Exercise requirements: Retype every line from the start of the data down to and including the line with "position:relative; flex:1; overflow:hidden". Skip the pictures.

Exercise data:
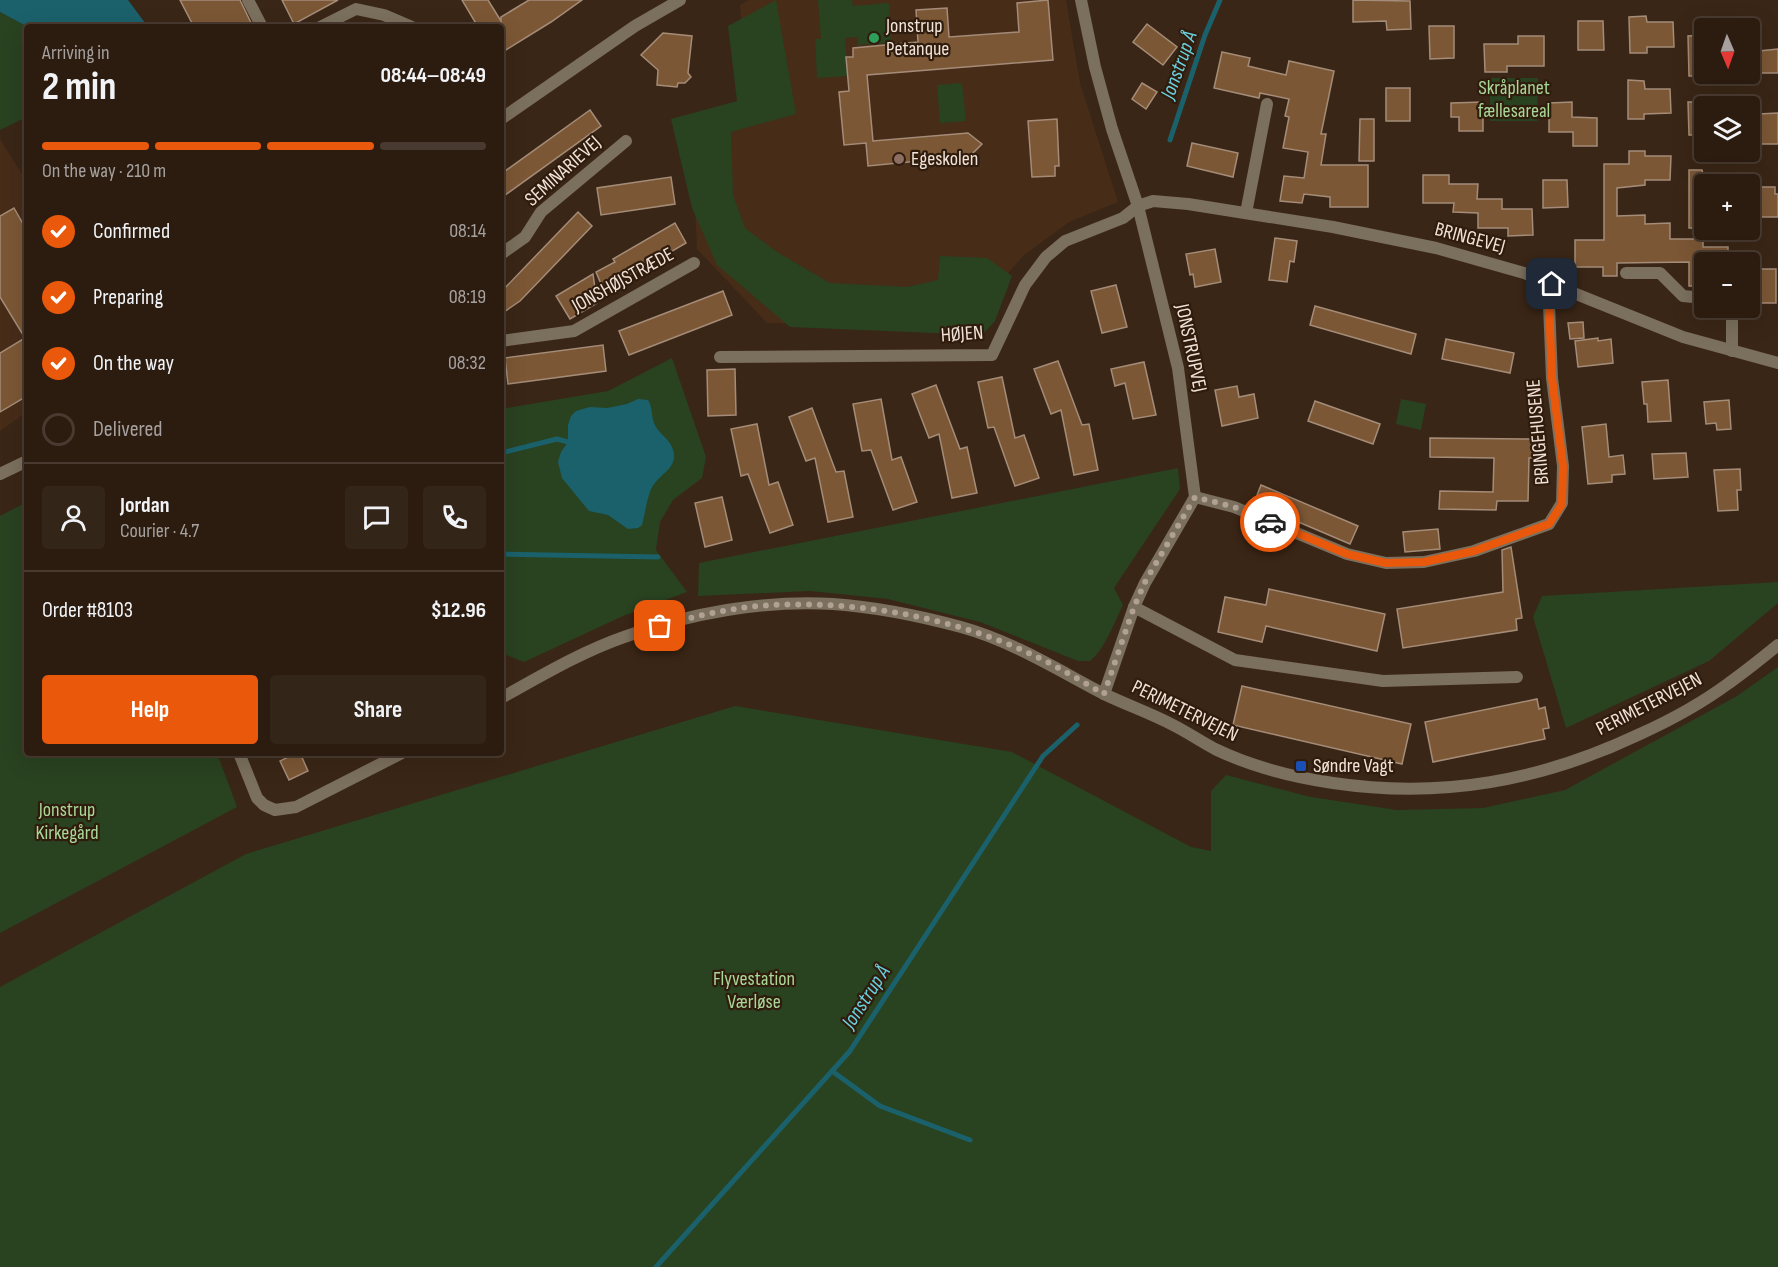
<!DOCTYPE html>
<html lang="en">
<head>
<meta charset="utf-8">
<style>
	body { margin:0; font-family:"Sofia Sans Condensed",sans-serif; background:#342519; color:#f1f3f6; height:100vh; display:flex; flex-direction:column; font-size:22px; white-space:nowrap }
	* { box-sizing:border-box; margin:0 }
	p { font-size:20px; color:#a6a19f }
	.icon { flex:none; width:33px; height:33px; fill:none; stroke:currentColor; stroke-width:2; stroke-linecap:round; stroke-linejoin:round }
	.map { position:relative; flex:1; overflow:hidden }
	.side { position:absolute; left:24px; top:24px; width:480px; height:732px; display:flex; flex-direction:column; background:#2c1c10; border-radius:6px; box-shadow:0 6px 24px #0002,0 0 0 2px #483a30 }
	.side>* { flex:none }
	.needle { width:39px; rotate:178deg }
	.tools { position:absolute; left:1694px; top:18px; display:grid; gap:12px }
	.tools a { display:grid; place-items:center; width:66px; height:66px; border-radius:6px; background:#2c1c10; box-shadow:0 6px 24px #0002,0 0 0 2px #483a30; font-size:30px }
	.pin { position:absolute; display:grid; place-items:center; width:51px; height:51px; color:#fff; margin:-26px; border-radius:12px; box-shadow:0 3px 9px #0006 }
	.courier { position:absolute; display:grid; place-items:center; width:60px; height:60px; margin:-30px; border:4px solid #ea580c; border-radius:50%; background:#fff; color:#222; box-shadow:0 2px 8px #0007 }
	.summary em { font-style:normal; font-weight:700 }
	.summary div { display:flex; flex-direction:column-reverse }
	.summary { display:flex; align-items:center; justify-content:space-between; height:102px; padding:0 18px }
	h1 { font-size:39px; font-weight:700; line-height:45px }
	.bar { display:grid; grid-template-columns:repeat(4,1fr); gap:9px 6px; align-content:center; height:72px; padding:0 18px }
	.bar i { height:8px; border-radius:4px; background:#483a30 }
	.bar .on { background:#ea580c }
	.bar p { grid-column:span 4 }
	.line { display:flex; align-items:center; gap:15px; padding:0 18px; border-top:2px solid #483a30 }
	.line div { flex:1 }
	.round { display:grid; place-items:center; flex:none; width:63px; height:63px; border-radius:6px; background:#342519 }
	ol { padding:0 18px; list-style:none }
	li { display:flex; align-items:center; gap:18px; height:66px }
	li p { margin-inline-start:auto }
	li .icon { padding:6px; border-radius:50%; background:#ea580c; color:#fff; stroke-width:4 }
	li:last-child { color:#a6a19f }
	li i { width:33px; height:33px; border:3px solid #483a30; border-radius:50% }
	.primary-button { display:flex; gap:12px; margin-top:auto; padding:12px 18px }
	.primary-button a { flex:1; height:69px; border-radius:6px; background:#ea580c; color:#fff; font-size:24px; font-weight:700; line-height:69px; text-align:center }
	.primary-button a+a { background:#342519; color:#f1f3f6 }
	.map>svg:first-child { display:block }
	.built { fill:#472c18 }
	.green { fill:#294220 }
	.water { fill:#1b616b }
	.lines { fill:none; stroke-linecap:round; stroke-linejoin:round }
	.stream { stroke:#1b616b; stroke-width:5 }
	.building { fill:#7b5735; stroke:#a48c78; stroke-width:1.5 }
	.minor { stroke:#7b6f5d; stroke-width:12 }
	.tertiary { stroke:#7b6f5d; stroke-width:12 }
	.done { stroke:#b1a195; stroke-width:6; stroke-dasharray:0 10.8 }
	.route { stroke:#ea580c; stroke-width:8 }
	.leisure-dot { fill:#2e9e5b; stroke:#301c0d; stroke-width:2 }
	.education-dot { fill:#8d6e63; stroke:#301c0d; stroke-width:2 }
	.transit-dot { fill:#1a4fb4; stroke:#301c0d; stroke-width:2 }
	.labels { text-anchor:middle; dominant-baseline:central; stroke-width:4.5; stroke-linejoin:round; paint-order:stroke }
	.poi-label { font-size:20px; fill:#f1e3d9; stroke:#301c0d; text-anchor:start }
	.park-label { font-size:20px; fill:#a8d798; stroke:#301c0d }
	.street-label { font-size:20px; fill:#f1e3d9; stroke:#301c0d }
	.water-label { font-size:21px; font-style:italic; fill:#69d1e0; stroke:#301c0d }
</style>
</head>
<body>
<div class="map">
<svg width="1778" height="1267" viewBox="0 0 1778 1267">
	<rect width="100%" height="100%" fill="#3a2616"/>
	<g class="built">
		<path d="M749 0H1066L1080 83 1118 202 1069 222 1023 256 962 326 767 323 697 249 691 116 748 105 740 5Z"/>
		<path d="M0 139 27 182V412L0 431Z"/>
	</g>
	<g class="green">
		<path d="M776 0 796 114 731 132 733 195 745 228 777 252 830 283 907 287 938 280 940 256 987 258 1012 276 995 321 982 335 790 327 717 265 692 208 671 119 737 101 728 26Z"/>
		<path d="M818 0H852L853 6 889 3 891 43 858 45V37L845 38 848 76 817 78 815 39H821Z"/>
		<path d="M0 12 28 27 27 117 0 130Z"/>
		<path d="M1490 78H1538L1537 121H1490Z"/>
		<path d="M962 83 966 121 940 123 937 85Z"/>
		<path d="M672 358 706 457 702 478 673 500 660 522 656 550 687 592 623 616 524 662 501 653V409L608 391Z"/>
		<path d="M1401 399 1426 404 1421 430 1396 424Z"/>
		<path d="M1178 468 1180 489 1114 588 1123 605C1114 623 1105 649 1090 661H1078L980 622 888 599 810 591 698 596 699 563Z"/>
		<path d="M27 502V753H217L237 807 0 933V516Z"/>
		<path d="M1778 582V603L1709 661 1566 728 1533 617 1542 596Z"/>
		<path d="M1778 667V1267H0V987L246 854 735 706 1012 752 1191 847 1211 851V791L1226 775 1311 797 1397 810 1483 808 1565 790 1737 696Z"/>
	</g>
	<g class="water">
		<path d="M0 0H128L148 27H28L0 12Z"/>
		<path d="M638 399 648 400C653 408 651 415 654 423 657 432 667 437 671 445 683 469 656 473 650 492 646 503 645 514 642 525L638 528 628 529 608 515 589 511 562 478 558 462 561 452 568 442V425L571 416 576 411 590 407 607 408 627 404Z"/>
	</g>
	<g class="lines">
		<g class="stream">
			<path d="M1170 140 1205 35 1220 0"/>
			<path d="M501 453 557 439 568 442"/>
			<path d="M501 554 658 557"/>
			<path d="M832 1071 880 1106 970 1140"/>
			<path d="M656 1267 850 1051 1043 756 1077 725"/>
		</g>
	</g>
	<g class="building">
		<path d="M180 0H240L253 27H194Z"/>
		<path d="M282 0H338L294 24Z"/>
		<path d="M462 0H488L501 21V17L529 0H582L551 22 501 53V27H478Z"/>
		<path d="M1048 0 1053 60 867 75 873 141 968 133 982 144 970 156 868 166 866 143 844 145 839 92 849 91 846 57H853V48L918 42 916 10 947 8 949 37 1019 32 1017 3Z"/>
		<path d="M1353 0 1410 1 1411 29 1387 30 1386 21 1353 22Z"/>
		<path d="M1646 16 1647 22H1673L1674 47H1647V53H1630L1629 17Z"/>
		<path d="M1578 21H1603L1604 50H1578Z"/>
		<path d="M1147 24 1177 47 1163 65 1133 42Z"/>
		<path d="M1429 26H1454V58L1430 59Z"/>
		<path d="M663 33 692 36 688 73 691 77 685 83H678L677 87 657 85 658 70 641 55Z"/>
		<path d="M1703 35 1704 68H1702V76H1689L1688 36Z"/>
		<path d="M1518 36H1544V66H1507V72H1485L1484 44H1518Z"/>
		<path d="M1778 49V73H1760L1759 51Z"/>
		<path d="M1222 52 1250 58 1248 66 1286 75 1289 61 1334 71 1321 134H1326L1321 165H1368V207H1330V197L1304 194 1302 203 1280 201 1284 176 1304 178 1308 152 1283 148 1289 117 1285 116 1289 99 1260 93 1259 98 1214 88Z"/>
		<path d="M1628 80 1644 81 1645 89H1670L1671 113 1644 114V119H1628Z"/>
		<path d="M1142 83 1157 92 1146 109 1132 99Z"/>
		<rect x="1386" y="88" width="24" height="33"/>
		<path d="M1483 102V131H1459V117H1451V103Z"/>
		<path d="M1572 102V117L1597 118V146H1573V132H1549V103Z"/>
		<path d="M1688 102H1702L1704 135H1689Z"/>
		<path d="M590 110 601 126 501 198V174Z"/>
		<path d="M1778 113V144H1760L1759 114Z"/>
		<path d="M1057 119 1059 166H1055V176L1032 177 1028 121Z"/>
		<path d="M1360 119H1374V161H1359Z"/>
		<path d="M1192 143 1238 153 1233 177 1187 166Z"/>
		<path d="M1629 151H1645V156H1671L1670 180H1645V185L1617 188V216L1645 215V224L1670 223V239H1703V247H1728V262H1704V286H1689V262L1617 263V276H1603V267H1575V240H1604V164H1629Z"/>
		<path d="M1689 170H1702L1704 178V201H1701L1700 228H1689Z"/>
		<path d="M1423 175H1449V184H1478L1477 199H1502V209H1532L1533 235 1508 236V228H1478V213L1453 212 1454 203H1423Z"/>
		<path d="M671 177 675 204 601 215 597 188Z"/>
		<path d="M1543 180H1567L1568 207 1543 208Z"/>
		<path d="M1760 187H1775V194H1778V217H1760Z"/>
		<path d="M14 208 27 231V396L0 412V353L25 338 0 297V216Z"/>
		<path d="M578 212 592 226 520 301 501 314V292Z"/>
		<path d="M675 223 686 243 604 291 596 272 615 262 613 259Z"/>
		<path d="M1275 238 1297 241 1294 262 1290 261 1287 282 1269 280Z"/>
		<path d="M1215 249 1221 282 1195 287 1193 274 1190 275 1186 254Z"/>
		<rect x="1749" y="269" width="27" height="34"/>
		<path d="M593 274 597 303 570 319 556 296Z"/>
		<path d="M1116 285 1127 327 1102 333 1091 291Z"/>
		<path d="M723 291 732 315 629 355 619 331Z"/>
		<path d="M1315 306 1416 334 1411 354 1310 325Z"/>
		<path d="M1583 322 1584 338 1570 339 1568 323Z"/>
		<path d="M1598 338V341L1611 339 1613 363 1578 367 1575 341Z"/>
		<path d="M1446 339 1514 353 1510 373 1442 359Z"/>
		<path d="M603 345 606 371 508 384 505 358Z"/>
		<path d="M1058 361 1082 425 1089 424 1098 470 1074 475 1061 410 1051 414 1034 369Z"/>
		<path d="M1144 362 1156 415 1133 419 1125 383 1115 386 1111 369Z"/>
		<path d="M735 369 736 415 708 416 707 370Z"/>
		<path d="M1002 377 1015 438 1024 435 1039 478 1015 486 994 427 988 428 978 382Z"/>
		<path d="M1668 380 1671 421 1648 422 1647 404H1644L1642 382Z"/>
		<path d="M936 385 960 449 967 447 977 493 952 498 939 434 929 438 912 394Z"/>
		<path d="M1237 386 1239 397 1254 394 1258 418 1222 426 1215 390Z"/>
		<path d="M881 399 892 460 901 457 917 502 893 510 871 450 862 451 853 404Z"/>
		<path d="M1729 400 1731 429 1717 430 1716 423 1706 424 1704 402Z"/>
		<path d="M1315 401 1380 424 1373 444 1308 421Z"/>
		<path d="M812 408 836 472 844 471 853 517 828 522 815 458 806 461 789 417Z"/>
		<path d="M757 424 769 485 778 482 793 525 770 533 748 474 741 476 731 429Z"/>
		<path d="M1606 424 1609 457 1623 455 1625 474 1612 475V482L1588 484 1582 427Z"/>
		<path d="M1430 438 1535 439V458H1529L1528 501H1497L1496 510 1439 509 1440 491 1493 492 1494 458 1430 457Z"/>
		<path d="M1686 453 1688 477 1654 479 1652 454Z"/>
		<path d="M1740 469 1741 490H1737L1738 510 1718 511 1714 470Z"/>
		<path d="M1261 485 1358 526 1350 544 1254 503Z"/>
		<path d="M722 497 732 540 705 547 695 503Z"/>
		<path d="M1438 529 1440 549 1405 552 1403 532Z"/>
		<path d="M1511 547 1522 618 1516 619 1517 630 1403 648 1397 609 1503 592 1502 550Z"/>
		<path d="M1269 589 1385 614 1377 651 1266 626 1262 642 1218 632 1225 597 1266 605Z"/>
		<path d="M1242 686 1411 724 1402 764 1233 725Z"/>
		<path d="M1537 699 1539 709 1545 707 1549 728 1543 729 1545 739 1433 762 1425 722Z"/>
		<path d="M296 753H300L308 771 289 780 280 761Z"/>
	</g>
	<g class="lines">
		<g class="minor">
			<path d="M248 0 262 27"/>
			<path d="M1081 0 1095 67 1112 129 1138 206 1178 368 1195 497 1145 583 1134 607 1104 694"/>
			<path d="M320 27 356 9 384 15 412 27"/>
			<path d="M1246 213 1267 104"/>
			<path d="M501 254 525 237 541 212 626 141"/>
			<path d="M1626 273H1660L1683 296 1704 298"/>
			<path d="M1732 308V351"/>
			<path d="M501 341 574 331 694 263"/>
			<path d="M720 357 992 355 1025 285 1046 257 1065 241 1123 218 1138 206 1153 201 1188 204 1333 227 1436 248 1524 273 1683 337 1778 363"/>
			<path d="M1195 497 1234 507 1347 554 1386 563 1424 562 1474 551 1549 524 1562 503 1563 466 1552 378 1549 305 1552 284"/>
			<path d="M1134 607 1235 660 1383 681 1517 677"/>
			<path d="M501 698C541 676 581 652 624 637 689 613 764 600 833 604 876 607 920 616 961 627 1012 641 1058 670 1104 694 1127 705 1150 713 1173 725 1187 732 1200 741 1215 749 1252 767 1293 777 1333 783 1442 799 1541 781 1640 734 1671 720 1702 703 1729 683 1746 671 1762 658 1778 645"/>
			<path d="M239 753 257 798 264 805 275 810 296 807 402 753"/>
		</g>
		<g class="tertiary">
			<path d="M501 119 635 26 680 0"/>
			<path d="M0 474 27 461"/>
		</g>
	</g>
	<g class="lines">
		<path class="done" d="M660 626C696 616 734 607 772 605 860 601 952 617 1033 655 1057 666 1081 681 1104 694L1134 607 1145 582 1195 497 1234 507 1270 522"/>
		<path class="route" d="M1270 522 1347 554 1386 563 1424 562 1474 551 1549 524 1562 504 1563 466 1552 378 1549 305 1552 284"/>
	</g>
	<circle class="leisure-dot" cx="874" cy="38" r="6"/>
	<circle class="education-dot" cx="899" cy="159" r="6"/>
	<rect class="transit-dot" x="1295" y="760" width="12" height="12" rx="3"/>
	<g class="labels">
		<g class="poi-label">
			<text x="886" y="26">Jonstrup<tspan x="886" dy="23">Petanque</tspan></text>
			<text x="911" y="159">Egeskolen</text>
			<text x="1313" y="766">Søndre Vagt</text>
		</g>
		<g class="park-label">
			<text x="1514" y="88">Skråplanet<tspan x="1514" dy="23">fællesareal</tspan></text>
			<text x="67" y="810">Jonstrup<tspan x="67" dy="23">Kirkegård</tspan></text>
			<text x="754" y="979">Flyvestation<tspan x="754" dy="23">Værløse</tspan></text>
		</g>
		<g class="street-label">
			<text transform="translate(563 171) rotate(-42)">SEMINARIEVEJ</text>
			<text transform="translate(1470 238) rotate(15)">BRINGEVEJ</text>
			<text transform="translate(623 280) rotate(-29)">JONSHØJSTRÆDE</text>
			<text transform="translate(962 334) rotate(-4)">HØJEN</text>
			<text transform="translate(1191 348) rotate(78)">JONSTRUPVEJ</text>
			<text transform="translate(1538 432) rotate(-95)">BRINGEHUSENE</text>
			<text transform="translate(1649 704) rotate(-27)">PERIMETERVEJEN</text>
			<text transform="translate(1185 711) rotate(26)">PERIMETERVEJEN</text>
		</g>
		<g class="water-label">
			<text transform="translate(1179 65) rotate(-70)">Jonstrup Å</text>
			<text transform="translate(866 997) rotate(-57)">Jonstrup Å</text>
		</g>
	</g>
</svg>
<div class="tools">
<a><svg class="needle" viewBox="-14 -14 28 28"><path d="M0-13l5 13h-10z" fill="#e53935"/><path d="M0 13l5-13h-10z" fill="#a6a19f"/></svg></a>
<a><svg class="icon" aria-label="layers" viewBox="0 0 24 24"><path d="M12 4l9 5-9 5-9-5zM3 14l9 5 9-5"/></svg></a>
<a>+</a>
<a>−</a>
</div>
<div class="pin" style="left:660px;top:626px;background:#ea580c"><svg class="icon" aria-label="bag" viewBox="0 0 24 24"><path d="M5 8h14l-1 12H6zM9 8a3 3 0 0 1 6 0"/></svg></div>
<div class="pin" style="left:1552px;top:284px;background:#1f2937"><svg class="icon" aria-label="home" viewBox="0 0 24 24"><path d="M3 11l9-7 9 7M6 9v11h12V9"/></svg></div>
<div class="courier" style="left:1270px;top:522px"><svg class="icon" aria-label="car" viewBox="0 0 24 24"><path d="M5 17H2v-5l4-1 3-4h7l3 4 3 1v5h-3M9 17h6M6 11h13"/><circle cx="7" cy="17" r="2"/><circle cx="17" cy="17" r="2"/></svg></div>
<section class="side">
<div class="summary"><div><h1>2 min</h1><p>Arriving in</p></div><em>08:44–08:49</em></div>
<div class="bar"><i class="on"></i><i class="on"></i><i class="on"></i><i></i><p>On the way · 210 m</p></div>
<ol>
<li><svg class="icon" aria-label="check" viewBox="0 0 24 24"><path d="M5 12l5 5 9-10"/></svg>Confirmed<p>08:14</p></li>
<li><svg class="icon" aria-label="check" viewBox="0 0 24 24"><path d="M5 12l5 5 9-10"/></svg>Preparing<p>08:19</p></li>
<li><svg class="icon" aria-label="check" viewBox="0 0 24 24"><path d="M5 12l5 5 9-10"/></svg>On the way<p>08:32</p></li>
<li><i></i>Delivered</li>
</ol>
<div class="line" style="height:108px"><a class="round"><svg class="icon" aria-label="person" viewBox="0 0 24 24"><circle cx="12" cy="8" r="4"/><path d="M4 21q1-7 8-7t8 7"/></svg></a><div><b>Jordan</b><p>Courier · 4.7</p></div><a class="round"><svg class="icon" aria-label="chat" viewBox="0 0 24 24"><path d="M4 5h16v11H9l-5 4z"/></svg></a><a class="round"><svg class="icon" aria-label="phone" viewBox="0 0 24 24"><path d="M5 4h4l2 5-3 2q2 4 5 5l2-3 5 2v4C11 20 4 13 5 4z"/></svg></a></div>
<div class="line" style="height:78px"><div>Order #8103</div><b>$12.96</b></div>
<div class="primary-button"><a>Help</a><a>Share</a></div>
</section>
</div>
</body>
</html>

Solution for this task:
<!DOCTYPE html>
<html lang="en">
<head>
<meta charset="utf-8">
<style>
	body { margin:0; font-family:"Sofia Sans Condensed",sans-serif; background:#342519; color:#f1f3f6; height:100vh; display:flex; flex-direction:column; font-size:22px; white-space:nowrap }
	* { box-sizing:border-box; margin:0 }
	p { font-size:20px; color:#a6a19f }
	.icon { flex:none; width:33px; height:33px; fill:none; stroke:currentColor; stroke-width:2; stroke-linecap:round; stroke-linejoin:round }
	.map { position:relative; flex:1; overflow:hidden }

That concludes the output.